Peptidomimetics
As a result of major advances in organic chemistry and in molecular biology, many bioactive peptides can now be prepared in quantities sufficient for pharmacological and clinical utilities. Thus in the last few years new methods have been established for the treatment and therapy of illnesses in which peptides have been implicated. However, the use of peptides as drugs is limited by the following factors: a) their low metabolic stability towards proteolysis in the gastrointestinal tract and in serum; b) their poor absorption after oral ingestion, in particular due to their relatively high molecular mass or the lack of specific transport systems or both; c) their rapid excretion through the liver and kidneys; and d) their undesired side effects in non-target organ systems, since peptide receptors can be widely distributed in an organism.
Moreover, with few exceptions, native peptides of small to medium size (less than 30-50 amino acids) exist unordered in dilute aqueous solution in a multitude of conformations in dynamic equilibrium which may lead to lack of receptor selectivity, metabolic susceptibilities and hamper attempts to determine the biologically active conformation. If a peptide has the biologically active conformation per se, i.e., receptor-bound conformation, then an increased affinity toward the receptor is expected, since the decrease in entropy on binding is less than that on the binding of a flexible peptide. It is therefore important to strive for and develop ordered, uniform and biologically active peptides.
In recent years, intensive efforts have been made to develop peptidomimetics or peptide analogs that display more favorable pharmacological properties than their prototype native peptides. The native peptide itself, the pharmacological properties of which have been optimized, generally serves as a lead for the development of these peptidomimetics. However, a major problem in the development of such agents is the discovery of the active region of a biologically active peptide. For instance, frequently only a small number of amino acids (usually four to eight) are responsible for the recognition of a peptide ligand by a receptor. Once this biologically active site is determined a lead structure for development of peptidomimetic can be optimized, for example by molecular modeling programs.
As used herein, a "peptidomimetic" is a compound that, as a ligand of a receptor, can imitate (agonist) or block (antagonist) the biological effect of a peptide at the receptor level. The following factors should be considered to achieve the best possible agonist peptidomimetic a) metabolic stability, b) good bioavailability, c) high receptor affinity and receptor selectivity, and d) minimal side effects.
From the pharmacological and medical viewpoint it is frequently desirable to not only imitate the effect of the peptide at the receptor level (agonism) but also to block the receptor when required (antagonism). The same pharmacological considerations for designing an agonist peptidomimetic mentioned above hold for designing peptide antagonists, but, in addition, their development in the absence of lead structures is more difficult. Even today it is not unequivocally clear which factors are decisive for the agonistic effect and which are for the antagonistic effect.
A generally applicable and successful method recently has been the development of conformationally restricted peptidomimetics that imitate the receptor-bound conformation of the endogenous peptide ligands as closely as possible (Rizo and Gierasch, Ann.

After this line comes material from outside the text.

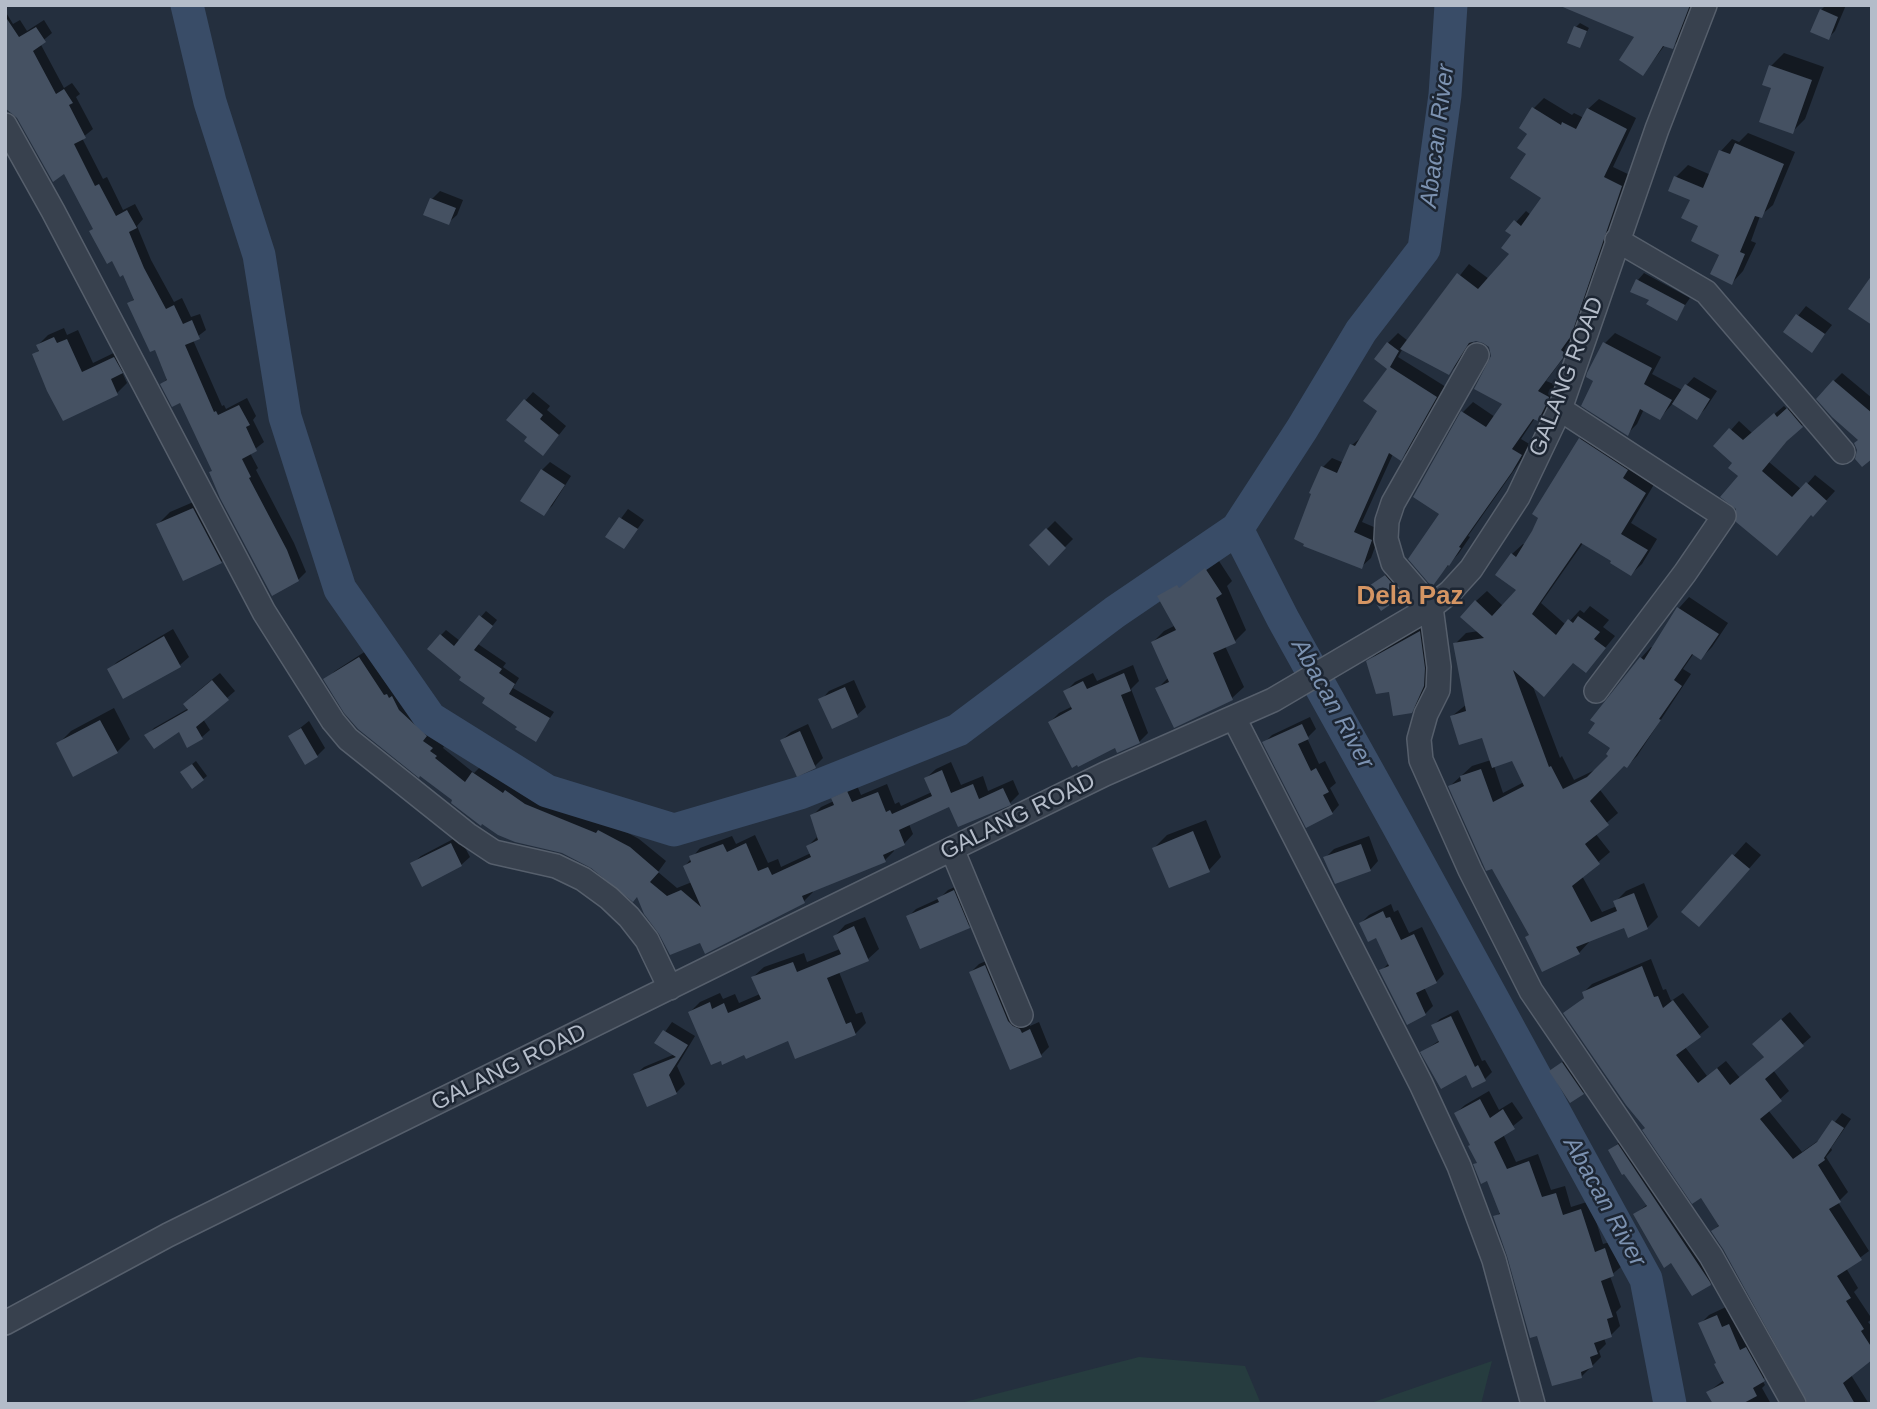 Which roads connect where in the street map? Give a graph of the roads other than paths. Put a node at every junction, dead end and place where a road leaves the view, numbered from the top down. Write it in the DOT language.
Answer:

Rev. Biochem., 61:387, 1992). Investigations of these types of analogs show them to have increased resistance toward proteases, that is, an increase in metabolic stability, as well as increased selectivity and thereby fewer side effects (Veber and Friedinger, Trends Neurosci., p. 392, 1985).
Once these peptidomimetic compounds with rigid conformations are produced, the most active structures are selected by studying the conformation-activity relationships. Such conformational constraints can involve short range (local) modifications of structure or long range (global) conformational restraints (for review see Giannis and Kolter, Angew. Chem. Int. Ed. Engl. 32:1244, 1993).